I grip the hilts of my wooden swords tighter, the leather straps digging into my palms. Justus stands across from me, his weathered face calm and impassive as always, holding a wooden trident with the ease of someone who has wielded far deadlier weapons in the past. His eyes, sharp and knowing, see right through me, as if he’s aware of the storm brewing inside.

“Focus, Dayton,” Justus says. “Your mind is elsewhere.”

The old fae poses as a reclusive goat herder, though there are whispers he was once an elite warrior in the ancient wars.

I can barely remember when or how I talked him into training me. I think it was my stubborn ass showing up day after day until he gave in. Sure, I could have many experts teach me at home, tutors in our own lavish grounds with brand new swords and shields.

But I’d take the old fae’s rusty weapons and his audience of goats—who are actually quite judgmental—any day. There’s something about Justus’s lessons that pierces through my thick skull. Though probably not as much as he would like.

“Act, Dayton,” Justus growls.

I grit my teeth and lunge forward. Justus deflects my blows with practiced ease. Every clash of wood against wood sends vibrations up my arms, but I press on, my movements fueled by the anger simmering inside me.

Fare. Or should I say Farron. Prince of the bloody Autumn Realm, and heir to its Blessing.

I can’t believe he kissed me. Can’t believe without even a single drop of alcohol, I lost as much reason as if I’d drunk five pitchers of ale and threw myself at him.

Threw myself so deep I was drowning—drowning in the crisp scent of his skin, the rich brown of his hair, the constellation of freckles over his nose.

Now, last night feels no better than a trap. I was a bug lured by sweet nectar only to be ensnared in a world of endless duty. Because that’s what being a High Prince’s consort would mean.

Kissing Fare is exactly what Damocles wanted. My older brother, always calculating, so certain of what’s best for me. It’s as if I played right into his hands, and I hate it. I despise feeling like a pawn in his grand schemes.

“Speak your troubles,” Justus growls, “or clear your mind and focus.”

“Damocles thinks he owns me,” I roar with frustration then attack. “That he knows the best way to write my story.”

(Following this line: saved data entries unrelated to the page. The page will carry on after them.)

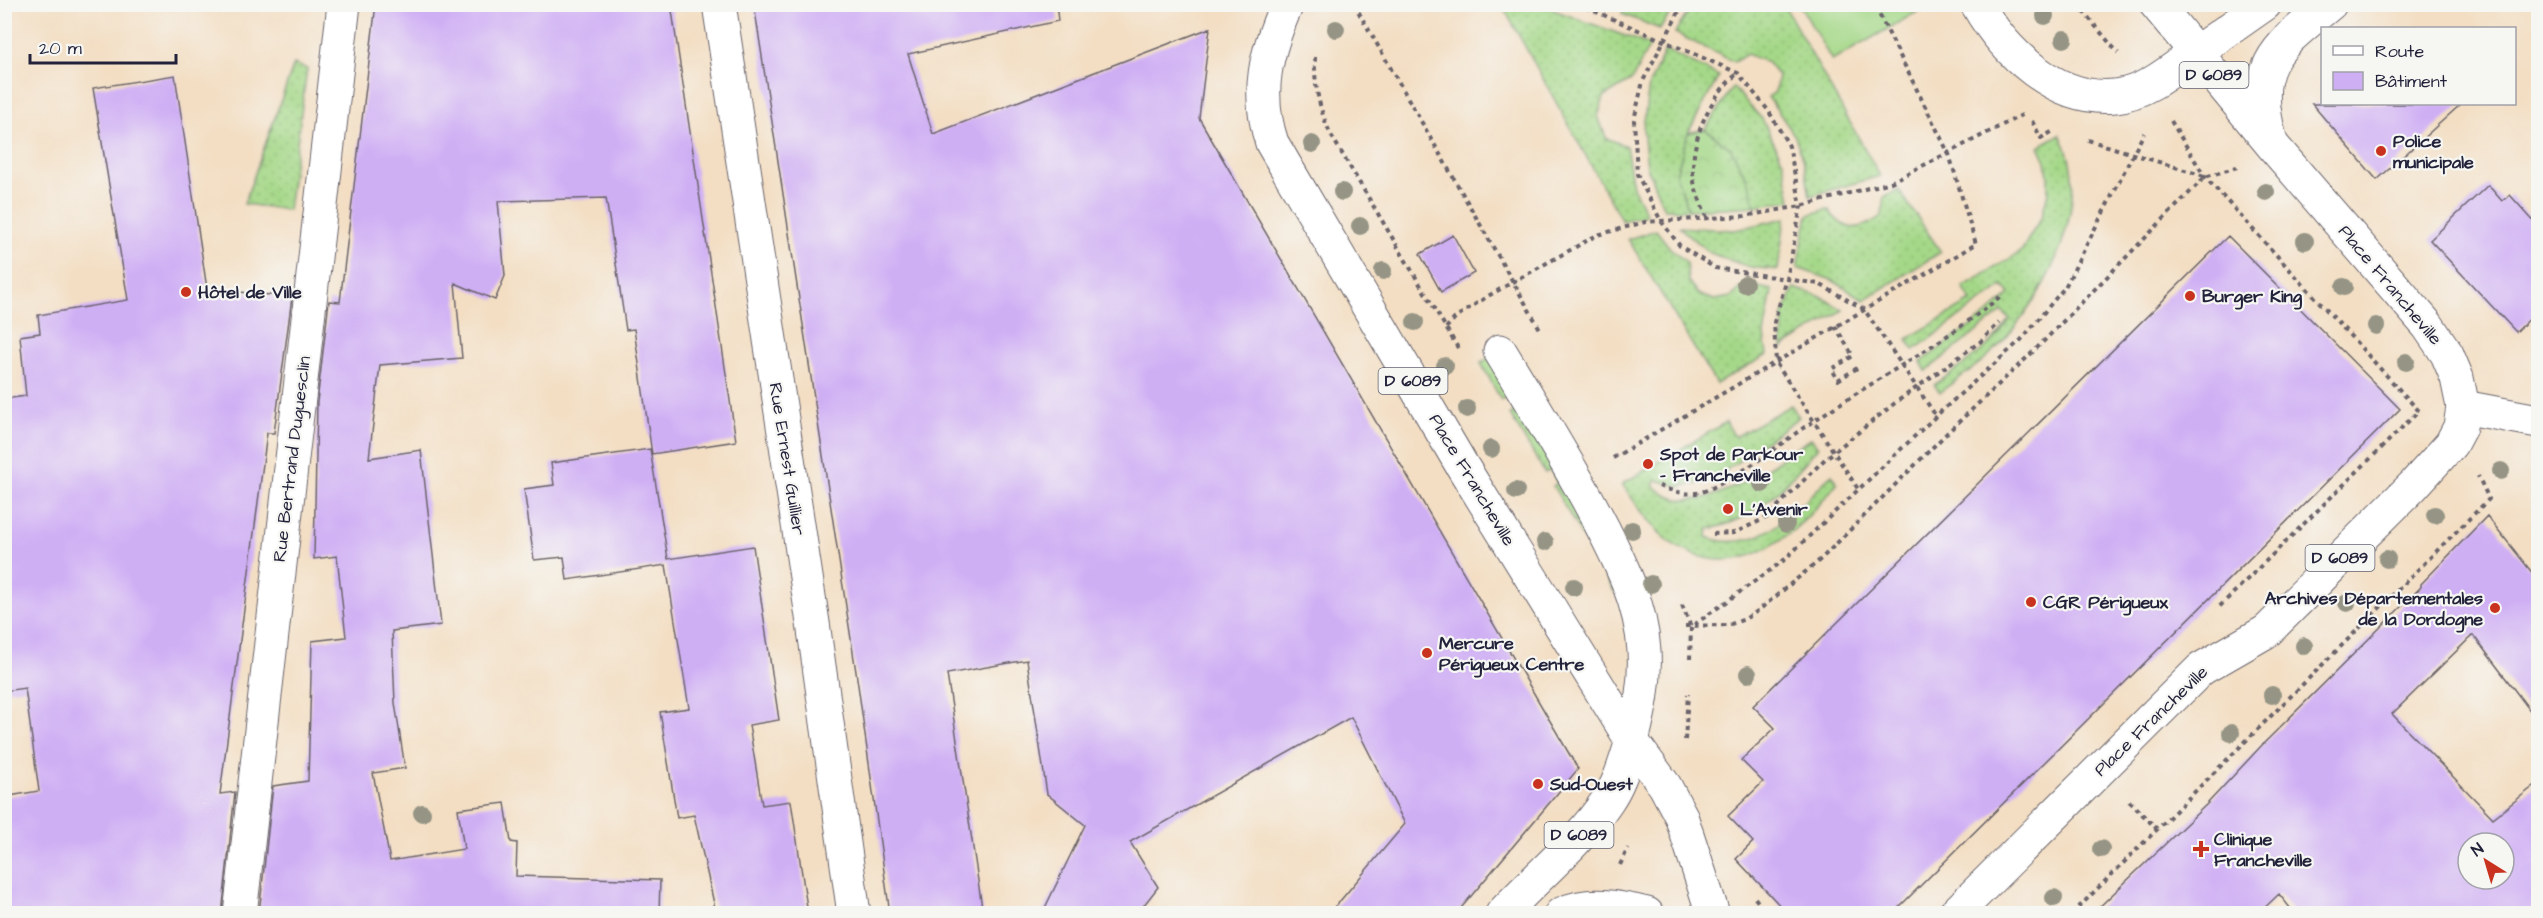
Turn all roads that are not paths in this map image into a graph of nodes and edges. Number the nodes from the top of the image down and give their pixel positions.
1 (344, 4) edge
2 (719, 4) edge
3 (1287, 4) edge
4 (1977, 4) edge
5 (2156, 4) edge
6 (2265, 4) edge
7 (2330, 4) edge
8 (2195, 53) junction
9 (2273, 146) junction
10 (1500, 351) dead end
11 (2463, 407) junction
12 (2538, 422) edge
13 (1632, 741) junction
14 (240, 914) edge
15 (854, 914) edge
16 (1502, 914) edge
17 (1560, 914) edge
18 (1647, 914) edge
19 (1713, 914) edge
20 (1955, 914) edge

1 - 14 main road, Rue Bertrand Duguesclin
2 - 15 main road, Rue Ernest Guillier
3 - 13 main road, Place Francheville / D 6089
4 - 8 main road
5 - 8 main road, Place Francheville / D 6089
6 - 8 main road
7 - 9 main road, D 6089
8 - 9 main road, Place Francheville / D 6089
9 - 11 main road, Place Francheville / D 6089
10 - 13 main road
11 - 12 main road
11 - 20 main road, Place Francheville / D 6089
13 - 16 main road, D 6089
13 - 19 main road, Place Francheville / D 6089
17 - 18 main road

“You are master of your fate, Daytonales,” Justus quips, strands of graying hair falling across his brow.

“He wants to send me to Autumn, among the cold and death and dying!” The hot air burns my lungs, each breath a struggle. “To play consort to a prince.”

“Then show him a path no other can chart but you.”

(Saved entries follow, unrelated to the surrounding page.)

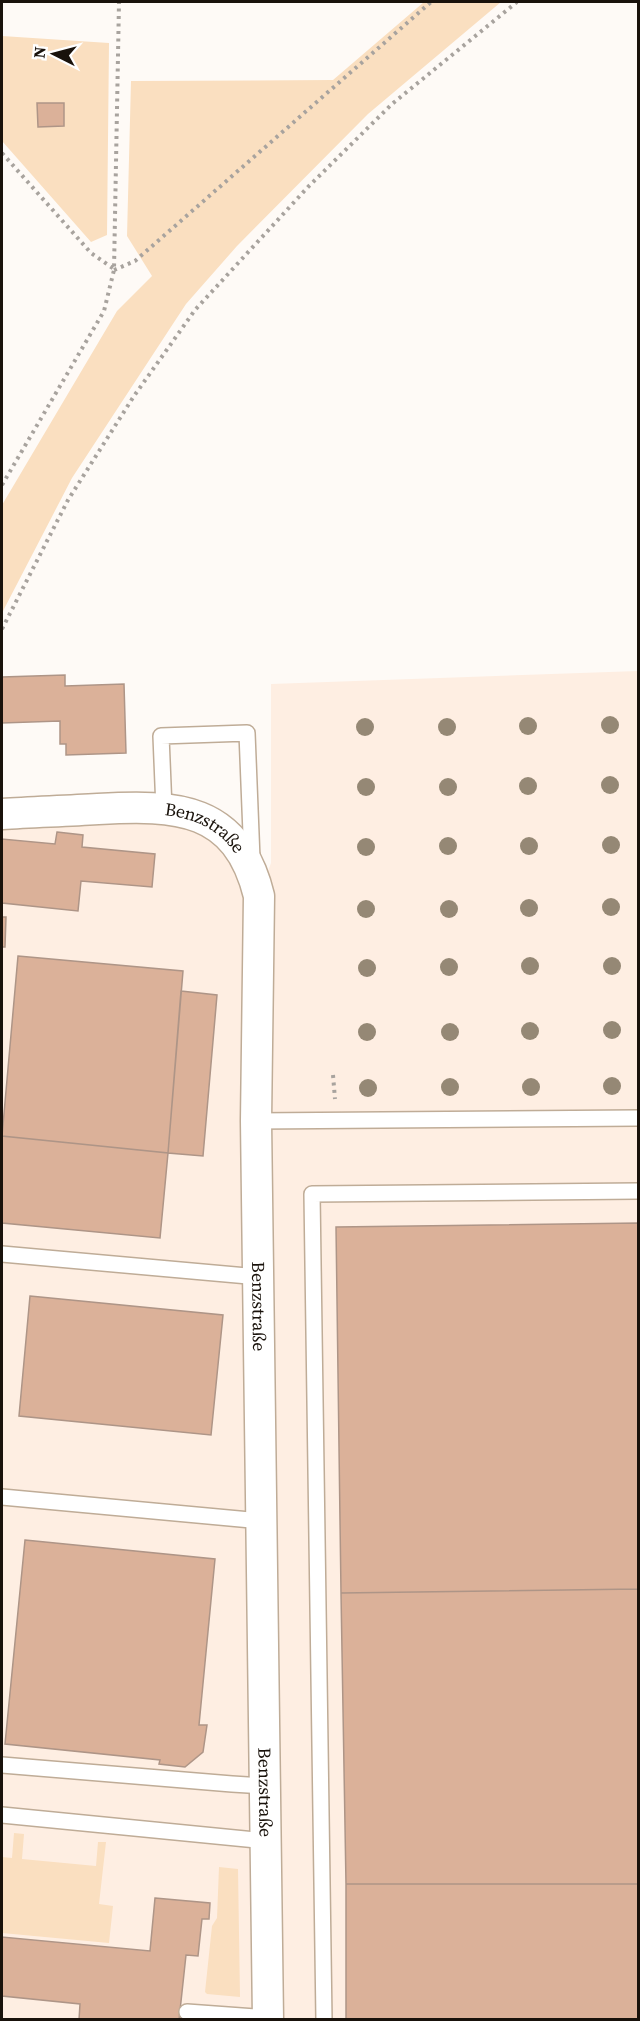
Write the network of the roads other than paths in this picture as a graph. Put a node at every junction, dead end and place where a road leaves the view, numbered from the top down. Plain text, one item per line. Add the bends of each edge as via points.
1 (164, 808) junction
2 (2, 814) edge
3 (253, 872) junction
4 (639, 1118) edge
5 (256, 1121) junction
6 (639, 1191) edge
7 (2, 1254) edge
8 (258, 1277) junction
9 (2, 1497) edge
10 (262, 1521) junction
11 (2, 1765) edge
12 (265, 1785) junction
13 (2, 1815) edge
14 (266, 1841) junction
15 (187, 2012) dead end
16 (268, 2019) edge
17 (324, 2019) edge

1 - 2 street, Benzstraße
1 - 3 street, Benzstraße via 194,814 227,834
1 - 3 lane via 161,736 247,733
3 - 5 street, Benzstraße via 259,896
4 - 5 lane
5 - 8 street, Benzstraße
6 - 17 lane via 312,1194
7 - 8 lane
8 - 10 street, Benzstraße
9 - 10 lane
10 - 12 street, Benzstraße
11 - 12 lane
12 - 14 street, Benzstraße
13 - 14 lane
14 - 16 street, Benzstraße
15 - 16 lane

My muscles ache, protesting the relentless pace, but I don’t care. I need this—need to lose myself in the fight, to speak the words I only can find when swords are blazing.

I think Justus knows that. We’re similar in that way.

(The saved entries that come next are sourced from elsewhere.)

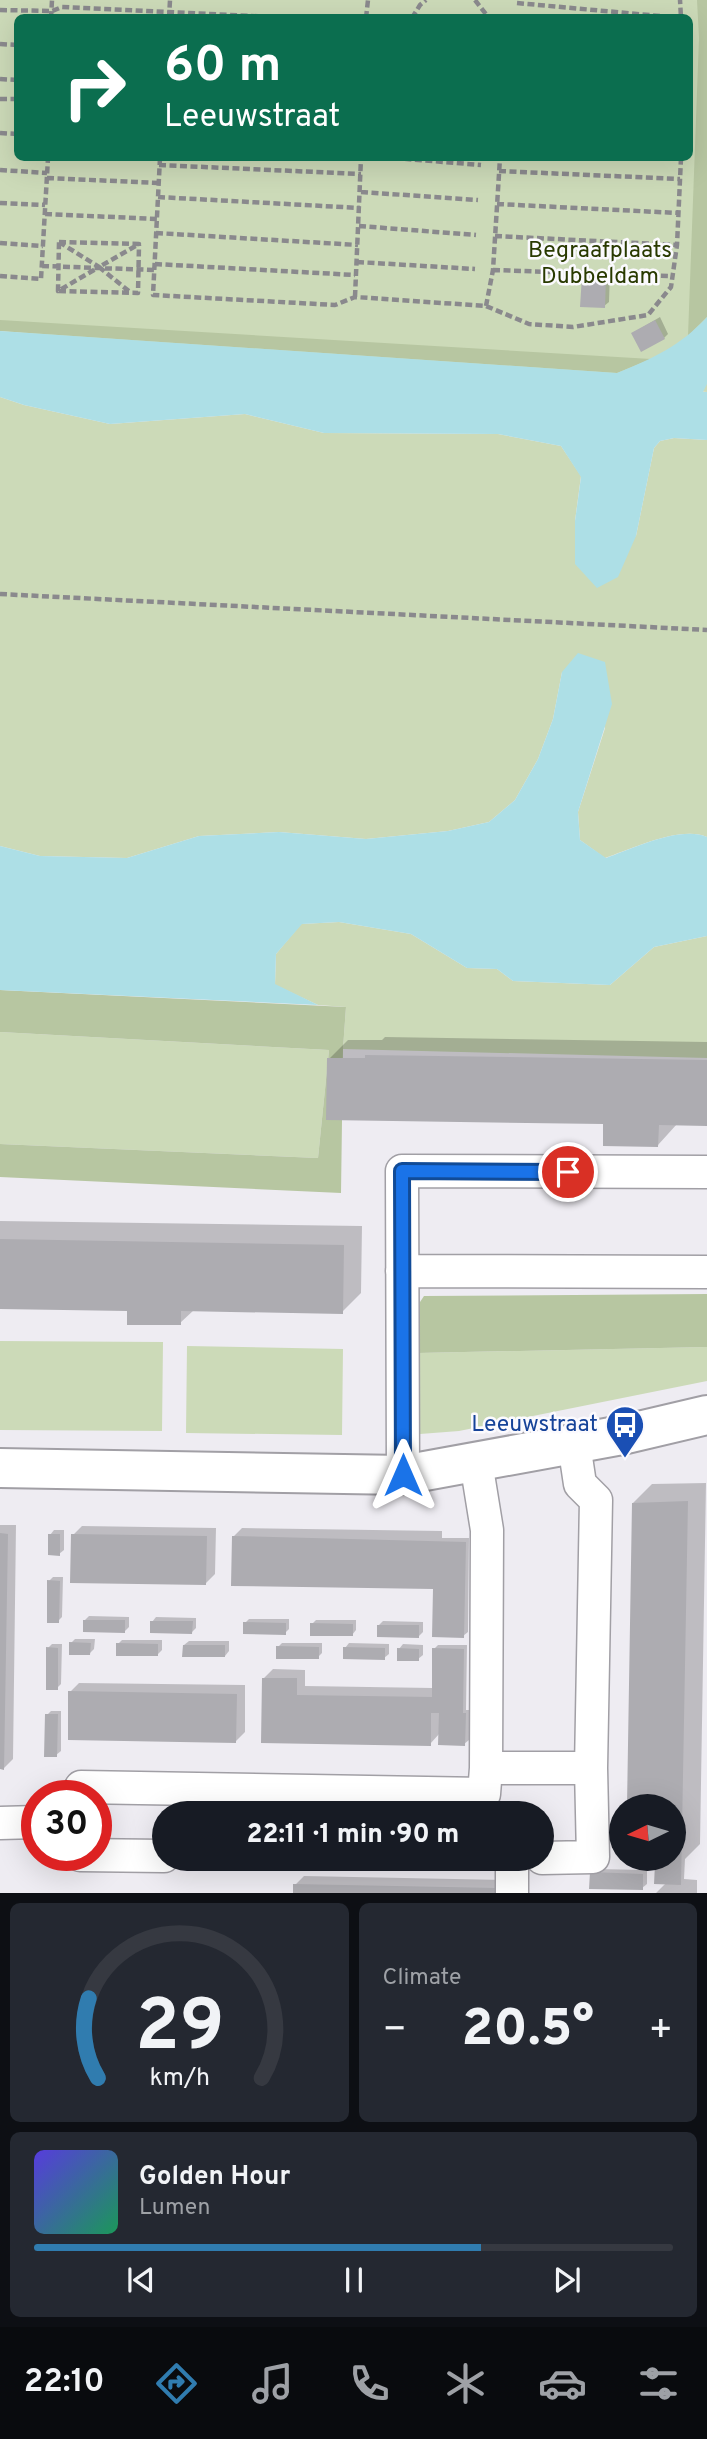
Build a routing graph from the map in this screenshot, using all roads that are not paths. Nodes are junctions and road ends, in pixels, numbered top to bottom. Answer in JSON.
{"nodes":[{"id":1,"x":707,"y":1172,"type":"edge"},
{"id":2,"x":402,"y":1271,"type":"junction"},
{"id":3,"x":707,"y":1272,"type":"edge"},
{"id":4,"x":707,"y":1415,"type":"edge"},
{"id":5,"x":574,"y":1444,"type":"junction"},
{"id":6,"x":476,"y":1462,"type":"junction"},
{"id":7,"x":0,"y":1468,"type":"edge"},
{"id":8,"x":403,"y":1475,"type":"junction"},
{"id":9,"x":486,"y":1768,"type":"junction"},
{"id":10,"x":591,"y":1768,"type":"junction"},
{"id":11,"x":112,"y":1788,"type":"edge"},
{"id":12,"x":21,"y":1822,"type":"edge"},
{"id":13,"x":0,"y":1823,"type":"edge"},
{"id":14,"x":112,"y":1855,"type":"edge"},
{"id":15,"x":152,"y":1856,"type":"edge"},
{"id":16,"x":554,"y":1858,"type":"edge"},
{"id":17,"x":512,"y":1871,"type":"edge"},
{"id":18,"x":512,"y":1893,"type":"edge"}],
"edges":[{"from":1,"to":2,"type":"street"},
{"from":2,"to":3,"type":"street"},
{"from":2,"to":8,"type":"street"},
{"from":4,"to":5,"type":"street"},
{"from":5,"to":6,"type":"street"},
{"from":5,"to":10,"type":"street"},
{"from":6,"to":8,"type":"street"},
{"from":6,"to":9,"type":"street"},
{"from":7,"to":8,"type":"street"},
{"from":9,"to":10,"type":"street"},
{"from":9,"to":11,"type":"street"},
{"from":10,"to":16,"type":"street"},
{"from":12,"to":13,"type":"street"},
{"from":14,"to":15,"type":"street"},
{"from":17,"to":18,"type":"street"}]}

“What if I already charted the course he wanted? What if I liked it?” I gasp. “Not the part of ruling, but the prince. We…we met. We kissed before I knew who he was.”

Justus meets my fury with calm precision, his movements almost lazy in their efficiency. “Then you are still bending to Damocles’s will.”

The name of my brother fuels my anger further. I swing wildly, my vision narrowing to the points of my swords and the infuriatingly serene expression on Justus’s face.

“I am not bending to his will!” I shout.

He sidesteps my next attack, his trident catching my blades and twisting them out of my grip. In an instant, I’m disarmed, and Justus is standing over me, the tip of his trident pressed against my chest.

“Enough.” His gaze bores into mine. “You’re not fighting me, Dayton. You’re fighting yourself.”

I slump to my knees, panting, the weight of his words hitting me harder than any blow. The anger seeps out.

“You can’t let your brother’s will control you,” Justus continues, his voice gentler now. “You must forge your own path, make your own choices. Tell me, do you wish to see this Autumn Prince again?”

I close my eyes, the heat pressing down on me, and try to steady my breath. Farron’s face flashes in my mind, and with it, a thousand conflicting emotions. Anger, desire, confusion. But beneath it all, something stronger. Something real. “Yes.”

Justus kneels beside me, placing a hand on my shoulder. “You did not wish to court the Autumn Prince because you thought that path would bring you misery. But by denying yourself now, you are in misery.”

I grind my teeth together. “You’re right. You’ve given me an idea.”

“Daytonales, why do I think you are not yet understanding my counsel?”

He only calls me by my full name when he thinks I’m being particularly annoying. I flash him a grin. “When have I ever done what I’m told?”